Marketing Week (MW) What attracted you to coaching as a way to assist your career development?

Andrew Warner (AW) I had considered coaching as something that only C-suite executives of leading multibillion dollar corporations received. Once the opportunity arose to take advantage of a coaching programme while global brand director at Sony Ericsson, I was curious but perhaps a little sceptical. Ultimately, it was one of the shrewdest decisions I have ever made. Manj Weerasekera of Lotus Coaching and I immediately clicked and our regular sessions became the most productive part of my week.

MW What does coaching offer outside of traditional marketing training?

AW Traditional marketing training tends to focus on functional excellence. I have found coaching helps you discover ways to deploy your expertise with greater impact and success within multifunctional management teams. It can enable you to bridge the gap between being a skilled marketing practitioner and being a business leader.

MW What kind of skills have you honed through coaching?

AW I have learned how to exert greater influence, how to better understand the needs and expectations of stakeholders from other functions, how to pick my battles, where to focus my energy and what is really important compared with what you are conditioned to think is important in work life. I hope I have developed into a better, more effective employee and leader.

MW Do you think different skills are necessary these days within the marketing discipline for which coaching is an ideal training solution?

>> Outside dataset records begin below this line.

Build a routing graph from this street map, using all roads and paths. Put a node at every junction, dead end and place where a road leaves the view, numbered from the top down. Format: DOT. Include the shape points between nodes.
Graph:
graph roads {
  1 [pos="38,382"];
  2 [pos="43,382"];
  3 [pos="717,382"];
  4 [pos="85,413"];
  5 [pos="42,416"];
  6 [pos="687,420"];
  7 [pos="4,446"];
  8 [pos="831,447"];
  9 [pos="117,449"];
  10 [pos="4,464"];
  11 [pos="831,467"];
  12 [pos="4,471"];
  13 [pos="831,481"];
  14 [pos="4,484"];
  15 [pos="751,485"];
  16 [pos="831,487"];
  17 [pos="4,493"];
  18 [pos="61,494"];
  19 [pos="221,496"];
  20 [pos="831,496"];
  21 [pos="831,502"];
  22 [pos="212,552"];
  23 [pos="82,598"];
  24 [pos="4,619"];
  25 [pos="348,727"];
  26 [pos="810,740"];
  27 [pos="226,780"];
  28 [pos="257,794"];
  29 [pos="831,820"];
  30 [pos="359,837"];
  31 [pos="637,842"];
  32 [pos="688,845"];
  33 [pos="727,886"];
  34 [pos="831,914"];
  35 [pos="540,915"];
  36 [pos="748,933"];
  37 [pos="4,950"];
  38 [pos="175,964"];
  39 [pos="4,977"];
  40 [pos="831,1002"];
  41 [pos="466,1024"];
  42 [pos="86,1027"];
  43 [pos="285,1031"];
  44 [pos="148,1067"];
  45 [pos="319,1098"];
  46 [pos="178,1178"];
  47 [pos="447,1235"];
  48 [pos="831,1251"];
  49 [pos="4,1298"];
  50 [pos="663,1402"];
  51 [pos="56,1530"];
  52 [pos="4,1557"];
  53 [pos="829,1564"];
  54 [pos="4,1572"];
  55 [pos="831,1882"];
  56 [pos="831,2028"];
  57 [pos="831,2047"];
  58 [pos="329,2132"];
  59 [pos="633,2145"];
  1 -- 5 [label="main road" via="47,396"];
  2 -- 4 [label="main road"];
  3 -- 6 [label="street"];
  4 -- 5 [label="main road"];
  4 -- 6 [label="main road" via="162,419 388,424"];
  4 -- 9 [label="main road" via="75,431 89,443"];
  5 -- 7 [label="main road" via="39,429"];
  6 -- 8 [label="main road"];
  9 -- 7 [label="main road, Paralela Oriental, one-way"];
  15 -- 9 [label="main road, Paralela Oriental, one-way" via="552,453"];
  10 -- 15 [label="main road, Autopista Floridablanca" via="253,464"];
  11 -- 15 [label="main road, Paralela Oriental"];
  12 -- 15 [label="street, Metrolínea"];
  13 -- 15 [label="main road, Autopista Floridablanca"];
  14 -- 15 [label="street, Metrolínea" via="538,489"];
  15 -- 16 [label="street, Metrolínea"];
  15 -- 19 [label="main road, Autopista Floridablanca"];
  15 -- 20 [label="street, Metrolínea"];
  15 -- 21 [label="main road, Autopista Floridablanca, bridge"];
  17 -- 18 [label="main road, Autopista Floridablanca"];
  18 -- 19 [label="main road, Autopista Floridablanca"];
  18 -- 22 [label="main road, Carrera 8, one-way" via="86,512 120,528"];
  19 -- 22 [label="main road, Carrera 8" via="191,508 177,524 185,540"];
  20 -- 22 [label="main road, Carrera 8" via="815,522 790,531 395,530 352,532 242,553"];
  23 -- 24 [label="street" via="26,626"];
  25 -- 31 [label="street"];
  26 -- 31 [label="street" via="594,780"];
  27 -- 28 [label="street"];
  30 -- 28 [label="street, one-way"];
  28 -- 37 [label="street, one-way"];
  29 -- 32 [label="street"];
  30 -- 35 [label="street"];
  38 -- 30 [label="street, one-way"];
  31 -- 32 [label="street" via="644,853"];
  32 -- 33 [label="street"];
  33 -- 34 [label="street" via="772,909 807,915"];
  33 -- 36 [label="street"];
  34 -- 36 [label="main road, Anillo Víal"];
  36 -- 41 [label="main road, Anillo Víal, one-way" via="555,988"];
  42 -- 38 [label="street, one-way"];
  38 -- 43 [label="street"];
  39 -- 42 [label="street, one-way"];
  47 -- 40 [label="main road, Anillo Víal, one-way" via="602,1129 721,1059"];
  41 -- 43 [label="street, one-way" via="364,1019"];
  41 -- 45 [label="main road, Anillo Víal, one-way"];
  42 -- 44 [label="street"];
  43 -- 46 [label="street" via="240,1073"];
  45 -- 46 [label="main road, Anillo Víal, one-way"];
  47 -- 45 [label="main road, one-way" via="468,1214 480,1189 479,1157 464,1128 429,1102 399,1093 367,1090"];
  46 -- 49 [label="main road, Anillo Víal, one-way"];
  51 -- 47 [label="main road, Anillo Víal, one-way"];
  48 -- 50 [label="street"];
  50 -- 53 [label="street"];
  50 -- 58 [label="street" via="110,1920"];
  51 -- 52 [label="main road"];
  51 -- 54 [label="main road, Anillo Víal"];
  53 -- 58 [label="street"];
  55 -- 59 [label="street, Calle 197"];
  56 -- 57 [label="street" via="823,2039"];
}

AW Coaching gives you perspective. It opens your mind and allows you to think through more effective management approaches. The great thing is that the skills you learn through coaching are life skills with enduring relevance, rather than operational skills, which will become irrelevant as the markets in which we operate evolve and change.

key learnings

  • The importance of ’checking’ for understanding: What you say isn’t necessarily the same as what people hear.
  • The power of active listening: Resist the temptation to judge or evaluate and form questions as people talk.
  • Increased self-awareness of your personal style and the impact it has on others.
  • Having as much of a plan for yourself as you do for the job in hand.